I saw it a while back, I heard after it was aired, it got a lot of the sponsors for Crufts have pulled the plug on their financial support, which actually makes me glad because its nothing more then people trying to play god, I always found dog shows to be on the borderline of hilarity and disgust and I cant help but feel sorry for some of the dogs I see today that have such severe exhaggerates features, they cant run, they have a hard time breathing, plagued with numerous health issues, its like watching a crippled animal with broken spirit that will never get a chance to know what its like to be a normal dog.


----------



## SuZQuzie (Nov 26, 2009)

Unosmom said:


> I saw it a while back, I heard after it was aired, it got a lot of the sponsors for Crufts have pulled the plug on their financial support, which actually makes me glad because its nothing more then people trying to play god, I always found dog shows to be on the borderline of hilarity and disgust and I cant help but feel sorry for some of the dogs I see today that have such severe exhaggerates features, they cant run, they have a hard time breathing, plagued with numerous health issues, its like watching a crippled animal with broken spirit that will never get a chance to know what its like to be a normal dog.

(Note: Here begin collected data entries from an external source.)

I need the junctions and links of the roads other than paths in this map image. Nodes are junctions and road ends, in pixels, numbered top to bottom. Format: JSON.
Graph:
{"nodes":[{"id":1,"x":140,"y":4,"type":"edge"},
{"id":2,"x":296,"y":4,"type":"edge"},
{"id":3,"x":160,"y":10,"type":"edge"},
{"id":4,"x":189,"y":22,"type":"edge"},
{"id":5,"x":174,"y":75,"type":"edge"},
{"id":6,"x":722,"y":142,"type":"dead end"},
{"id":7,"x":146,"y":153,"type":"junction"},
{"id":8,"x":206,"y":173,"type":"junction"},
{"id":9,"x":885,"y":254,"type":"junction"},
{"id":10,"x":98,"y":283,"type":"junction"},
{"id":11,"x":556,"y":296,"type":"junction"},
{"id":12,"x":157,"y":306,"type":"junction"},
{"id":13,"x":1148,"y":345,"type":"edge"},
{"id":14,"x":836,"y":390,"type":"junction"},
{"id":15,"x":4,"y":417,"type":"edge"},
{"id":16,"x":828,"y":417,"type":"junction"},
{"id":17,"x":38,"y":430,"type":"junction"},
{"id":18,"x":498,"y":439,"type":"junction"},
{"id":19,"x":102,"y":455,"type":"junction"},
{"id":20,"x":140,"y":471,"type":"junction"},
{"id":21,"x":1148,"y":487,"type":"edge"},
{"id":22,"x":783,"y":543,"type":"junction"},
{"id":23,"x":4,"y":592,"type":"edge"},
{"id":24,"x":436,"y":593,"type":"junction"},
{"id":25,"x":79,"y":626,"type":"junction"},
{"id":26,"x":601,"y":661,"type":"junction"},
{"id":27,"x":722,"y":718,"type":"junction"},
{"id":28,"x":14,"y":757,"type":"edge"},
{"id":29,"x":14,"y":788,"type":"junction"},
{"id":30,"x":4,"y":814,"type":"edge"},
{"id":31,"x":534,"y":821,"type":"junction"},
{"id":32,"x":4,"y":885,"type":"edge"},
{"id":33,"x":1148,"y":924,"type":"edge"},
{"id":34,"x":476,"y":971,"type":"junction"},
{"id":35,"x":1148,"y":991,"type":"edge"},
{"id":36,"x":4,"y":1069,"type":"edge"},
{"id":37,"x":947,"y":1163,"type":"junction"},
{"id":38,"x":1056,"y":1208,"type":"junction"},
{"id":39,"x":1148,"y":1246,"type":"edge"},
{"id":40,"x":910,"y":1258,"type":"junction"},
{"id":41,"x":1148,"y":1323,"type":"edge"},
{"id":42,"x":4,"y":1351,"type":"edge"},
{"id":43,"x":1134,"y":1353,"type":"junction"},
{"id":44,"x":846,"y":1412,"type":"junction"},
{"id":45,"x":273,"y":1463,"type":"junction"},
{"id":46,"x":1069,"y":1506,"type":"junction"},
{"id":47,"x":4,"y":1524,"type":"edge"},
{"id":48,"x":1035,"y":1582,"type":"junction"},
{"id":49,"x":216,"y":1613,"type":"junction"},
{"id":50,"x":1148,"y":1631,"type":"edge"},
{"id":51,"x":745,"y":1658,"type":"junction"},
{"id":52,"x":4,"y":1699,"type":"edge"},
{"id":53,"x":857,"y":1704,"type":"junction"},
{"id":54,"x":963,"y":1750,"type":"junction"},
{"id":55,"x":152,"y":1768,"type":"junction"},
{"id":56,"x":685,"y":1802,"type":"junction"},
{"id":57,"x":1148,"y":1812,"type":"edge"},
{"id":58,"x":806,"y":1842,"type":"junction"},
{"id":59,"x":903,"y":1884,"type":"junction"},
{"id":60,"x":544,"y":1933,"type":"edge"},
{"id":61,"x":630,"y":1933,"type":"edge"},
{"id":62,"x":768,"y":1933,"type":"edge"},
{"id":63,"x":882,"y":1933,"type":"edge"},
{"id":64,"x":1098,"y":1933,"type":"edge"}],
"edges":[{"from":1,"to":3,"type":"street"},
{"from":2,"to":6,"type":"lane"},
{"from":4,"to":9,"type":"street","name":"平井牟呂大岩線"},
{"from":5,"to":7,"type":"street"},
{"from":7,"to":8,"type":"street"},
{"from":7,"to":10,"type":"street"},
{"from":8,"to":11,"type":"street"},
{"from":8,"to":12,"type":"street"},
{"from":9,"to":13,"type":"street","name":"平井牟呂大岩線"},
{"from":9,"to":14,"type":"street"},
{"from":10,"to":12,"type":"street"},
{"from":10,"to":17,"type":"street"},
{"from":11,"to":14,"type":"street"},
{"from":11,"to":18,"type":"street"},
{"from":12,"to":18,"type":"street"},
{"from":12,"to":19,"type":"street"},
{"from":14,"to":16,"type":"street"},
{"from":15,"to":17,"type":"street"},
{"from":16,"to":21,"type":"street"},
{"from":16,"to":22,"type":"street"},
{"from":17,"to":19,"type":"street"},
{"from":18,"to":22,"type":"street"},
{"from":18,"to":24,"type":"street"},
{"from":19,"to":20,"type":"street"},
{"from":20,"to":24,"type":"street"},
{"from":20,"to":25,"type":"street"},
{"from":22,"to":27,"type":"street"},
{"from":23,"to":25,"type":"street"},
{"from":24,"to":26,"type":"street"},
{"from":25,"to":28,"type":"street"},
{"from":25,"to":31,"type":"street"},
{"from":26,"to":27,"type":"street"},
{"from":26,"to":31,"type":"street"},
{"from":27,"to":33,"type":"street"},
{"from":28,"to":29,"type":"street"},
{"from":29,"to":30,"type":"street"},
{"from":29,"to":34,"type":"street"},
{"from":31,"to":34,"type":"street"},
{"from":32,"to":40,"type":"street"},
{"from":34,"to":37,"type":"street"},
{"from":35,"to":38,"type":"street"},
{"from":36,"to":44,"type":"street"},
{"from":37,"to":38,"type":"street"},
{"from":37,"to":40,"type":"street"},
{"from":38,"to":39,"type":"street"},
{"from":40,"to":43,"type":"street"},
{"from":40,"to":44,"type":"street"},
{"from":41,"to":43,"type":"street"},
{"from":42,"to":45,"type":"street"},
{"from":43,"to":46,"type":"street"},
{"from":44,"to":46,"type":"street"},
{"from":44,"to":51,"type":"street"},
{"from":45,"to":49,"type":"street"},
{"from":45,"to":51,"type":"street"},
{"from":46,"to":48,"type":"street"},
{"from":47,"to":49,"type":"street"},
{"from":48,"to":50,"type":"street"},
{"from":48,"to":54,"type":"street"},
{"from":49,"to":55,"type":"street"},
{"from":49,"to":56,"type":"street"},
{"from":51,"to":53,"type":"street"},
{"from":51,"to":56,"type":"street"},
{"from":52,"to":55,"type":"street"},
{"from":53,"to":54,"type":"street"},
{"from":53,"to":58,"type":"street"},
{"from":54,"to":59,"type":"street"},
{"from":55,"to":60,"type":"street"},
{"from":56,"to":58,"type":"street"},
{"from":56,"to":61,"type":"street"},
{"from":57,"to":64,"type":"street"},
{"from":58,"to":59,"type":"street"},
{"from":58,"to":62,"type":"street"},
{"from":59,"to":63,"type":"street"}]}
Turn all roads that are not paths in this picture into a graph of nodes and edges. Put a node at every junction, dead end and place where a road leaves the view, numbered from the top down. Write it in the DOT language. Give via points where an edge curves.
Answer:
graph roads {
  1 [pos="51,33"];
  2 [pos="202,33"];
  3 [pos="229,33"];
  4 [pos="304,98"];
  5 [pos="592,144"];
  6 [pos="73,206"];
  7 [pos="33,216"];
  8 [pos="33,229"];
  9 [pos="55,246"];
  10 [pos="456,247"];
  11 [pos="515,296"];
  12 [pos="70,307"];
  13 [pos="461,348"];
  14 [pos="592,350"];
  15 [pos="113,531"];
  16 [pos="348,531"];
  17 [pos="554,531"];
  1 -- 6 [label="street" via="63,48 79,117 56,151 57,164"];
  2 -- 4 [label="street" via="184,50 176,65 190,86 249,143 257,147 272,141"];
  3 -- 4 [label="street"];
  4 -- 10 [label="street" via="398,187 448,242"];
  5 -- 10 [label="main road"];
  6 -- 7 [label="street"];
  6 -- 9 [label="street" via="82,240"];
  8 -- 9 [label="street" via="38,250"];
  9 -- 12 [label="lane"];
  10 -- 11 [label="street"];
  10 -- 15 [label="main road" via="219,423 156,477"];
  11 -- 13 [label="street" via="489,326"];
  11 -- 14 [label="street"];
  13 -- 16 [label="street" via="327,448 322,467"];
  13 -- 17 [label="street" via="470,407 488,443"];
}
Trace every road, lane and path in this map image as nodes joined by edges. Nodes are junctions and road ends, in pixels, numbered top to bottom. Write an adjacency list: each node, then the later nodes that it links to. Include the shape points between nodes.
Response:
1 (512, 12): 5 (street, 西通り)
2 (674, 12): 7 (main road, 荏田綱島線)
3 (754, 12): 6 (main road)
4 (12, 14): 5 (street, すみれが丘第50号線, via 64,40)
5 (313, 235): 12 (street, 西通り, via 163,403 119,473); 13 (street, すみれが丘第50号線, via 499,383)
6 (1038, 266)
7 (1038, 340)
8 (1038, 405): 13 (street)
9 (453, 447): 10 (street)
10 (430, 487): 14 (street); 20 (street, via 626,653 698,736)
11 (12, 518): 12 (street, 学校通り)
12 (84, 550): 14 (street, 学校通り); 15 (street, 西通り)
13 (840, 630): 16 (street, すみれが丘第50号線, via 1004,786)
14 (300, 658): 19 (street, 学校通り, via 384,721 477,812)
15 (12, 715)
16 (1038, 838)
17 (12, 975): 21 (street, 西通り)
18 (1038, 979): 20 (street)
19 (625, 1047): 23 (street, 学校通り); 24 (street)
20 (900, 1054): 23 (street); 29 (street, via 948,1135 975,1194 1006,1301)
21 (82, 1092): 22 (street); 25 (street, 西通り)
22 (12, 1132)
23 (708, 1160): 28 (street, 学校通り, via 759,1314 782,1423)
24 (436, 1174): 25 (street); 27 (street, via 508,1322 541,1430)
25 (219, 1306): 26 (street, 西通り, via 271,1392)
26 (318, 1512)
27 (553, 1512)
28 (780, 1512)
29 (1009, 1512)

Longest run-on sentence ever! Haha.


----------



## CorgiPaws (Mar 31, 2009)

I do not believe I have this channel. 
Can I find it online anywhere? I would love to see it.


----------



## jdatwood (Apr 13, 2009)

Try this...
Pedigree Dogs Exposed | Watch Free Documentary Online


----------



## ruckusluvr (Oct 28, 2009)

I have seen this before!

I used to work for a show breeder. I helped train the dogs, I did some handling, I raised puppies, did kennel work. And after a year of "doggy politics" I no longer am a part of any showing.

there was sooooooo much going on outside of the AKC show ring i did not agree with.
breeding blue to blue collies, shelties, aussies, to get a really pretty blue (not double dilute), with some being double diluted and having the doubles put down rather blind, death or not because "there is enough out of standard dogs in the world as it is" (as i was told) or putting down a very out of standard puppy for the same reason.
having 60+ dogs that you never pay attention to until you decided you want to start showing a few.
breeding 3 or 4 litters at a time (but all were spoken for before hand....)

and then the standard of lots of breeds! AGH, I cannot stand what dog shows have done to the border collie. more like Barbie collie!
and the bull dogs, pugs, etc.

okay! off my soap box now


----------



## wags (Jan 31, 2009)

Thanks for the info! I will be taping this one!:smile:


----------